• [Given records]
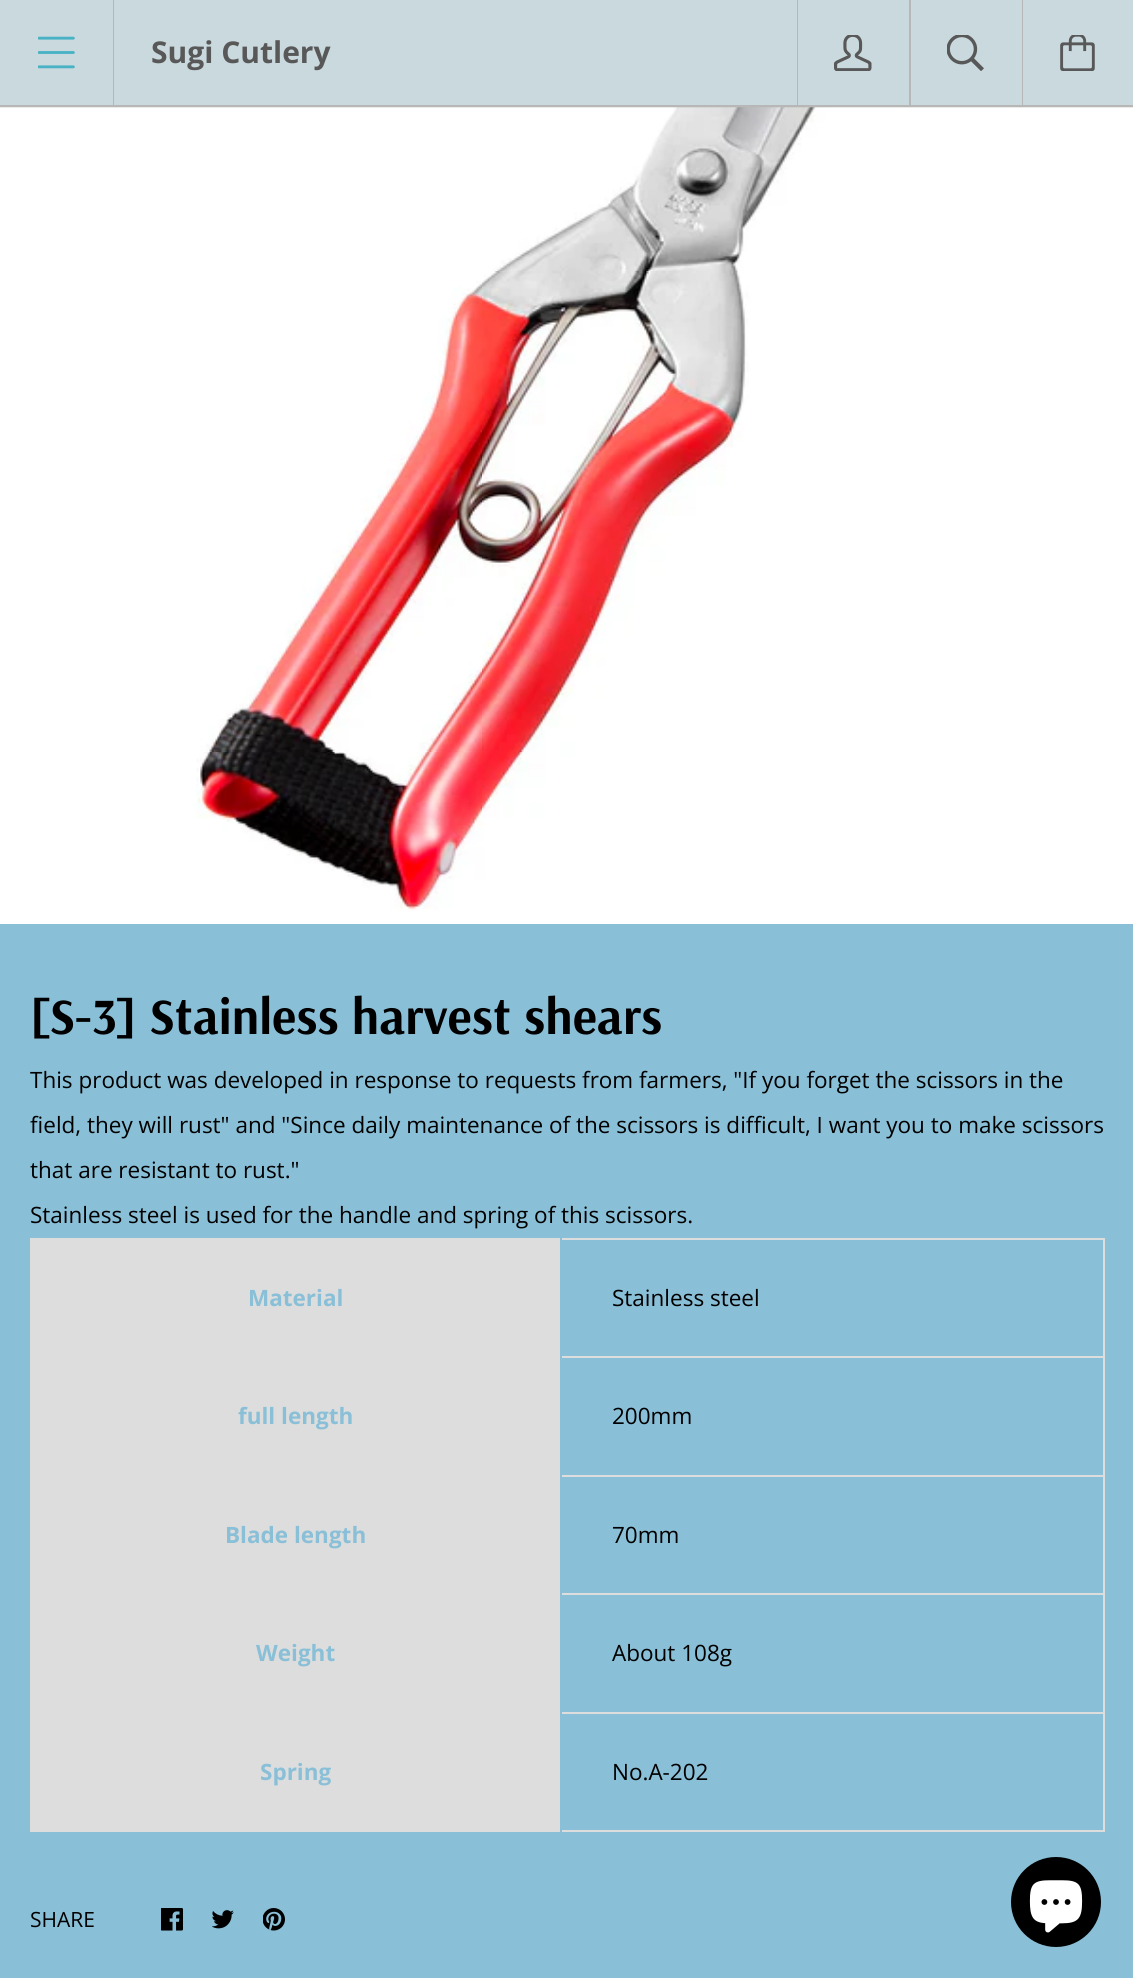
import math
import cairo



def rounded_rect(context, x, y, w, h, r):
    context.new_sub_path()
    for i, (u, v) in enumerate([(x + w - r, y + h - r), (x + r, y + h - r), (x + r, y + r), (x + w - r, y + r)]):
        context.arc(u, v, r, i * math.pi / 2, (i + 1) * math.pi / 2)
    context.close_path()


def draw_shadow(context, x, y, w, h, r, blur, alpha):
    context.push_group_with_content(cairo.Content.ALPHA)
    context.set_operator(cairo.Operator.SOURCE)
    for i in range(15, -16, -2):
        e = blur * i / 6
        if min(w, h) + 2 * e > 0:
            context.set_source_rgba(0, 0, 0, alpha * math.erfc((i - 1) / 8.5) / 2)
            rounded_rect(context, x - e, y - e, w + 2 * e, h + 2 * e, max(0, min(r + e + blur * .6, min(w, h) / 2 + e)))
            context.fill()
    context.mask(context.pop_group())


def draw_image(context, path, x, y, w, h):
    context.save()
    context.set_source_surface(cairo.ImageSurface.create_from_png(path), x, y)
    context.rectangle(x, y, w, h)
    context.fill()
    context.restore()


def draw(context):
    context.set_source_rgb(137 / 255, 191 / 255, 215 / 255)
    context.paint()
    draw_image(context, "images/5.png", 0, 107, 1133, 817)
    context.set_source_rgba(183 / 255, 183 / 255, 183 / 255, 0.3)
    context.rectangle(0, 107, 1133, 1)
    context.fill()
    context.set_source_rgb(201 / 255, 217 / 255, 222 / 255)
    context.rectangle(0, 0, 1022, 105)
    context.fill()
    context.set_source_rgb(183 / 255, 183 / 255, 183 / 255)
    context.rectangle(0, 105, 1133, 2)
    context.fill()
    draw_image(context, "images/1.png", 38, 36, 37, 33)
    context.rectangle(113, 0, 1, 105)
    context.fill()
    context.rectangle(797, 0, 1, 105)
    context.fill()
    draw_image(context, "images/2.png", 834, 35, 38, 36)
    context.rectangle(909, 0, 2, 105)
    context.fill()
    draw_image(context, "images/3.png", 947, 35, 37, 36)
    context.rectangle(1022, 0, 1, 105)
    context.fill()
    context.set_source_rgb(201 / 255, 217 / 255, 222 / 255)
    context.rectangle(1023, 0, 110, 105)
    context.fill()
    draw_image(context, "images/4.png", 1060, 35, 35, 36)
    context.set_source_rgb(221 / 255, 221 / 255, 221 / 255)
    context.rectangle(30, 1238, 1074, 2)
    context.fill()
    context.rectangle(30, 1356, 1074, 2)
    context.fill()
    context.rectangle(30, 1475, 1074, 2)
    context.fill()
    context.rectangle(30, 1593, 1074, 2)
    context.fill()
    context.rectangle(30, 1712, 1074, 2)
    context.fill()
    context.rectangle(1103, 1712, 2, 120)
    context.fill()
    context.rectangle(1103, 1593, 2, 120)
    context.fill()
    context.rectangle(1103, 1475, 2, 120)
    context.fill()
    context.rectangle(1103, 1356, 2, 120)
    context.fill()
    context.rectangle(1103, 1238, 2, 120)
    context.fill()
    context.rectangle(30, 1830, 1074, 2)
    context.fill()
    context.rectangle(30, 1712, 2, 120)
    context.fill()
    context.rectangle(30, 1593, 2, 120)
    context.fill()
    context.rectangle(30, 1475, 2, 120)
    context.fill()
    context.rectangle(30, 1356, 2, 120)
    context.fill()
    context.rectangle(30, 1238, 2, 120)
    context.fill()
    context.rectangle(32, 1240, 528, 116)
    context.fill()
    context.set_source_rgb(137 / 255, 191 / 255, 215 / 255)
    context.rectangle(560, 1238, 2, 2)
    context.fill()
    context.set_source_rgb(221 / 255, 221 / 255, 221 / 255)
    context.rectangle(32, 1358, 528, 117)
    context.fill()
    context.set_source_rgb(137 / 255, 191 / 255, 215 / 255)
    context.rectangle(560, 1356, 2, 2)
    context.fill()
    context.set_source_rgb(221 / 255, 221 / 255, 221 / 255)
    context.rectangle(32, 1477, 528, 116)
    context.fill()
    context.set_source_rgb(137 / 255, 191 / 255, 215 / 255)
    context.rectangle(560, 1475, 2, 2)
    context.fill()
    context.set_source_rgb(221 / 255, 221 / 255, 221 / 255)
    context.rectangle(32, 1595, 528, 117)
    context.fill()
    context.set_source_rgb(137 / 255, 191 / 255, 215 / 255)
    context.rectangle(560, 1593, 2, 2)
    context.fill()
    context.set_source_rgb(221 / 255, 221 / 255, 221 / 255)
    context.rectangle(32, 1714, 528, 116)
    context.fill()
    context.set_source_rgb(137 / 255, 191 / 255, 215 / 255)
    context.rectangle(560, 1712, 2, 120)
    context.fill()
    draw_image(context, "images/6.png", 161, 1908, 22, 23)
    draw_image(context, "images/7.png", 212, 1910, 22, 19)
    draw_image(context, "images/8.png", 263, 1908, 22, 23)
    context.set_source_rgb(0, 0, 0)
    draw_shadow(context, 1022, 1860, 75, 75, 37.5, 1, 0.6)
    context.set_source_rgb(0, 0, 0)
    context.arc(1056, 1902, 45, 0, 2 * math.pi)
    context.fill()
    draw_image(context, "images/9.png", 1029, 1880, 54, 53)
    context.select_font_face("Open Sans", cairo.FontSlant.NORMAL, cairo.FontWeight.BOLD)
    context.set_font_size(30)
    context.set_source_rgb(88 / 255, 88 / 255, 88 / 255)
    context.move_to(151, 63)
    context.show_text("Sugi Cutlery")
    context.select_font_face("Arsenal", cairo.FontSlant.NORMAL, cairo.FontWeight.BOLD)
    context.set_font_size(51)
    context.set_source_rgb(0, 0, 0)
    context.move_to(30, 1034)
    context.show_text("[S-3] Stainless harvest shears")
    context.select_font_face("Open Sans")
    context.set_font_size(22.5)
    context.move_to(30, 1088)
    context.show_text("This product was developed in response to requests from farmers, \"If you forget the scissors in the")
    context.move_to(30, 1133)
    context.show_text("field, they will rust\" and \"Since daily maintenance of the scissors is difficult, I want you to make scissors")
    context.move_to(30, 1178)
    context.show_text("that are resistant to rust.\"")
    context.move_to(30, 1223)
    context.show_text("Stainless steel is used for the handle and spring of this scissors.")
    context.select_font_face("Open Sans", cairo.FontSlant.NORMAL, cairo.FontWeight.BOLD)
    context.set_source_rgb(137 / 255, 191 / 255, 215 / 255)
    context.move_to(248, 1306)
    context.show_text("Material")
    context.select_font_face("Open Sans")
    context.set_source_rgb(0, 0, 0)
    context.move_to(612, 1306)
    context.show_text("Stainless steel")
    context.select_font_face("Open Sans", cairo.FontSlant.NORMAL, cairo.FontWeight.BOLD)
    context.set_source_rgb(137 / 255, 191 / 255, 215 / 255)
    context.move_to(238, 1424)
    context.show_text("full length")
    context.select_font_face("Open Sans")
    context.set_source_rgb(0, 0, 0)
    context.move_to(612, 1424)
    context.show_text("200mm")
    context.select_font_face("Open Sans", cairo.FontSlant.NORMAL, cairo.FontWeight.BOLD)
    context.set_source_rgb(137 / 255, 191 / 255, 215 / 255)
    context.move_to(225, 1543)
    context.show_text("Blade length")
    context.select_font_face("Open Sans")
    context.set_source_rgb(0, 0, 0)
    context.move_to(612, 1543)
    context.show_text("70mm")
    context.select_font_face("Open Sans", cairo.FontSlant.NORMAL, cairo.FontWeight.BOLD)
    context.set_source_rgb(137 / 255, 191 / 255, 215 / 255)
    context.move_to(256, 1661)
    context.show_text("Weight")
    context.select_font_face("Open Sans")
    context.set_source_rgb(0, 0, 0)
    context.move_to(612, 1661)
    context.show_text("About 108g")
    context.select_font_face("Open Sans", cairo.FontSlant.NORMAL, cairo.FontWeight.BOLD)
    context.set_source_rgb(137 / 255, 191 / 255, 215 / 255)
    context.move_to(260, 1780)
    context.show_text("Spring")
    context.select_font_face("Open Sans")
    context.set_source_rgb(0, 0, 0)
    context.move_to(612, 1780)
    context.show_text("No.A-202")
    context.set_font_size(21)
    context.move_to(30, 1927)
    context.show_text("SHARE")


surface = cairo.ImageSurface(cairo.Format.RGB24, 1133, 1978)
context = cairo.Context(surface)
options = cairo.FontOptions()
options.set_hint_metrics(cairo.HintMetrics.OFF)
options.set_hint_style(cairo.HintStyle.NONE)
context.set_font_options(options)
context.set_miter_limit(4)
draw(context)
surface.write_to_png("out.png")
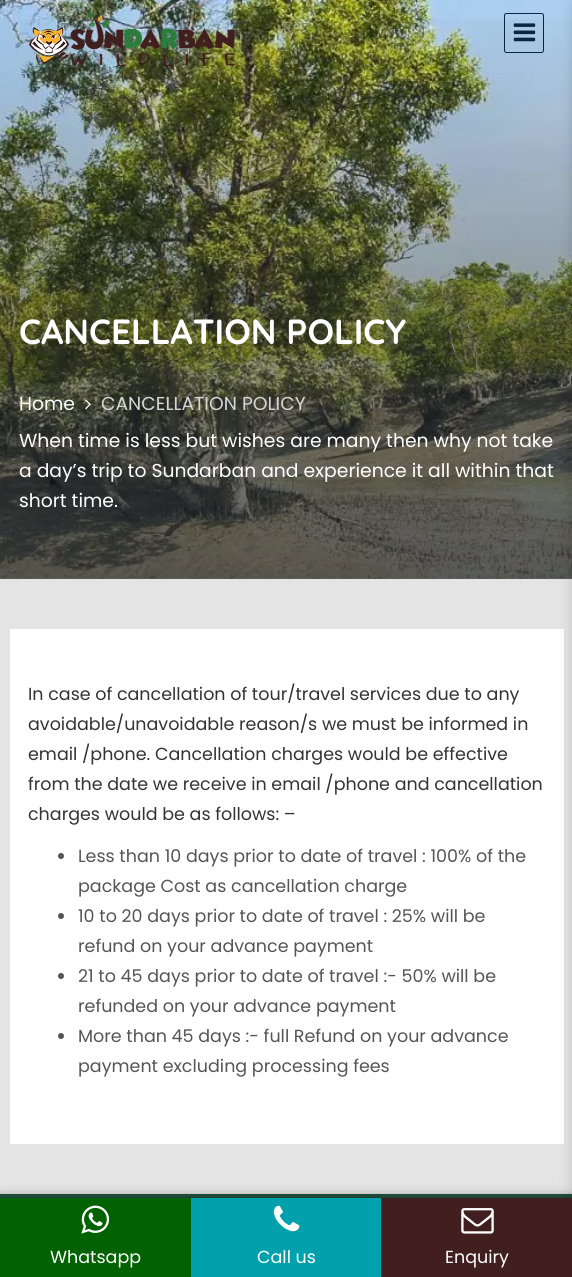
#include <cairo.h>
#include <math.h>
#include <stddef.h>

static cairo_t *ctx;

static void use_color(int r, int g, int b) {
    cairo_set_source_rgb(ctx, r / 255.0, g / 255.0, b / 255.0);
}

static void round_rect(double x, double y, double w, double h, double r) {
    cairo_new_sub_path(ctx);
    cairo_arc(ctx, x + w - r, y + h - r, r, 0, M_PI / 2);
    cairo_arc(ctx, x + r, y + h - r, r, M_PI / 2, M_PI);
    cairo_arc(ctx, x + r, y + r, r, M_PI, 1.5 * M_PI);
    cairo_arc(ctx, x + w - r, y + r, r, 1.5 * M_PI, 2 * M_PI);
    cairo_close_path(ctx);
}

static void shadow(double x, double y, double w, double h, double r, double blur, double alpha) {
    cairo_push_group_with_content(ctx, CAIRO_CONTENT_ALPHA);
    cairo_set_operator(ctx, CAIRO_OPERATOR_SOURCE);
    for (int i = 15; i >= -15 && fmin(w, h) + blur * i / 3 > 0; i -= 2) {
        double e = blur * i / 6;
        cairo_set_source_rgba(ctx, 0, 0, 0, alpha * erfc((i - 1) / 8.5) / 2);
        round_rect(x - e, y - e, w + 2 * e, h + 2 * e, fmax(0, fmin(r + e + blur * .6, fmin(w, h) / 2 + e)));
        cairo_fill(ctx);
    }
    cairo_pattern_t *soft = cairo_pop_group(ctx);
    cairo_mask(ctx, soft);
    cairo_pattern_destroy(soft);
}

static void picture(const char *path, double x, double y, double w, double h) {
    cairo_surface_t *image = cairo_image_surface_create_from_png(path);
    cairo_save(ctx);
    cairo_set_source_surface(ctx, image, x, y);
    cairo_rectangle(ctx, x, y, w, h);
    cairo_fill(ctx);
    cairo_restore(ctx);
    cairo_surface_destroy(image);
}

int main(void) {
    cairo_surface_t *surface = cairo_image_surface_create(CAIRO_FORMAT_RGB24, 572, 1277);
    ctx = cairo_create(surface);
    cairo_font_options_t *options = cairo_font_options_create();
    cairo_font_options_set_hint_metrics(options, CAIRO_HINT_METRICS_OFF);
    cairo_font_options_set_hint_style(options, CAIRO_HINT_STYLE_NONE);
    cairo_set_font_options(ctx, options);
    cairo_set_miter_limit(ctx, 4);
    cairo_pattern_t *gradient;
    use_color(255, 255, 255);
    cairo_paint(ctx);
    picture("img3.png", 0, 0, 572, 579);
    gradient = cairo_pattern_create_linear(286, 868, 286, 0);
    cairo_pattern_add_color_stop_rgba(gradient, 0, 0.114, 0.141, 0.165, 1);
    cairo_pattern_add_color_stop_rgba(gradient, 1, 0.114, 0.141, 0.165, 0);
    cairo_set_source(ctx, gradient);
    cairo_pattern_destroy(gradient);
    cairo_rectangle(ctx, 0, 19, 572, 560);
    cairo_fill(ctx);
    picture("img1.png", 28, 12, 207, 55);
    round_rect(504.5, 13.5, 39, 39, 2);
    use_color(10, 36, 68);
    cairo_set_line_width(ctx, 1);
    cairo_stroke(ctx);
    picture("img2.png", 513, 23, 23, 19);
    use_color(228, 228, 228);
    cairo_rectangle(ctx, 0, 579, 572, 615);
    cairo_fill(ctx);
    use_color(255, 255, 255);
    cairo_rectangle(ctx, 10, 629, 554, 515);
    cairo_fill(ctx);
    use_color(37, 89, 70);
    cairo_rectangle(ctx, 0, 1194, 572, 4);
    cairo_fill(ctx);
    use_color(0, 0, 0);
    shadow(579, 5, 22, 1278, 0, 9.5, 0.32);
    cairo_select_font_face(ctx, "Quicksand", CAIRO_FONT_SLANT_NORMAL, CAIRO_FONT_WEIGHT_BOLD);
    cairo_set_font_size(ctx, 35);
    use_color(255, 255, 255);
    cairo_move_to(ctx, 19, 344);
    cairo_show_text(ctx, "CANCELLATION POLICY");
    cairo_select_font_face(ctx, "Poppins", CAIRO_FONT_SLANT_NORMAL, CAIRO_FONT_WEIGHT_NORMAL);
    cairo_set_font_size(ctx, 18.75);
    cairo_move_to(ctx, 19, 410);
    cairo_show_text(ctx, "Home");
    picture("img4.png", 85, 399, 6, 11);
    use_color(214, 214, 214);
    cairo_move_to(ctx, 101, 410);
    cairo_show_text(ctx, "CANCELLATION POLICY");
    use_color(255, 255, 255);
    cairo_move_to(ctx, 19, 447);
    cairo_show_text(ctx, "When time is less but wishes are many then why not take");
    cairo_move_to(ctx, 19, 477);
    cairo_show_text(ctx, "a day’s trip to Sundarban and experience it all within that");
    cairo_move_to(ctx, 19, 507);
    cairo_show_text(ctx, "short time.");
    cairo_set_font_size(ctx, 17.5);
    use_color(51, 51, 51);
    cairo_move_to(ctx, 28, 700);
    cairo_show_text(ctx, "In case of cancellation of tour/travel services due to any");
    cairo_move_to(ctx, 28, 730);
    cairo_show_text(ctx, "avoidable/unavoidable reason/s we must be informed in");
    cairo_move_to(ctx, 28, 760);
    cairo_show_text(ctx, "email /phone. Cancellation charges would be effective");
    cairo_move_to(ctx, 28, 790);
    cairo_show_text(ctx, "from the date we receive in email /phone and cancellation");
    cairo_move_to(ctx, 28, 820);
    cairo_show_text(ctx, "charges would be as follows: –");
    use_color(85, 85, 85);
    cairo_new_path(ctx);
    cairo_arc(ctx, 61, 856, 3, 0, 2 * M_PI);
    cairo_fill(ctx);
    cairo_move_to(ctx, 78, 862);
    cairo_show_text(ctx, "Less than 10 days prior to date of travel : 100% of the");
    cairo_move_to(ctx, 78, 892);
    cairo_show_text(ctx, "package Cost as cancellation charge");
    cairo_new_path(ctx);
    cairo_arc(ctx, 61, 916, 3, 0, 2 * M_PI);
    cairo_fill(ctx);
    cairo_move_to(ctx, 78, 922);
    cairo_show_text(ctx, "10 to 20 days prior to date of travel : 25% will be");
    cairo_move_to(ctx, 78, 952);
    cairo_show_text(ctx, "refund on your advance payment");
    cairo_new_path(ctx);
    cairo_arc(ctx, 61, 976, 3, 0, 2 * M_PI);
    cairo_fill(ctx);
    cairo_move_to(ctx, 78, 982);
    cairo_show_text(ctx, "21 to 45 days prior to date of travel :- 50% will be");
    cairo_move_to(ctx, 78, 1012);
    cairo_show_text(ctx, "refunded on your advance payment");
    cairo_new_path(ctx);
    cairo_arc(ctx, 61, 1036, 3, 0, 2 * M_PI);
    cairo_fill(ctx);
    cairo_move_to(ctx, 78, 1042);
    cairo_show_text(ctx, "More than 45 days :- full Refund on your advance");
    cairo_move_to(ctx, 78, 1072);
    cairo_show_text(ctx, "payment excluding processing fees");
    use_color(0, 0, 0);
    shadow(0, 1198, 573, 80, 0, 6, 0.5);
    use_color(0, 98, 0);
    cairo_rectangle(ctx, 0, 1198, 191, 79);
    cairo_fill(ctx);
    picture("img5.png", 81, 1205, 29, 29);
    use_color(255, 255, 255);
    cairo_move_to(ctx, 50, 1263);
    cairo_show_text(ctx, "Whatsapp");
    use_color(0, 160, 172);
    cairo_rectangle(ctx, 191, 1198, 190, 79);
    cairo_fill(ctx);
    picture("img6.png", 273, 1205, 27, 27);
    use_color(255, 255, 255);
    cairo_move_to(ctx, 257, 1263);
    cairo_show_text(ctx, "Call us");
    use_color(66, 31, 31);
    cairo_rectangle(ctx, 381, 1198, 191, 79);
    cairo_fill(ctx);
    picture("img7.png", 461, 1208, 33, 26);
    use_color(255, 255, 255);
    cairo_move_to(ctx, 445, 1263);
    cairo_show_text(ctx, "Enquiry");
    cairo_surface_write_to_png(surface, "result.png");
    cairo_font_options_destroy(options);
    cairo_destroy(ctx);
    cairo_surface_destroy(surface);
    return 0;
}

• [Instructions to follow] Please find how many lines in the records hold "soft", then give that number with nothing else.

• [Answer below] 3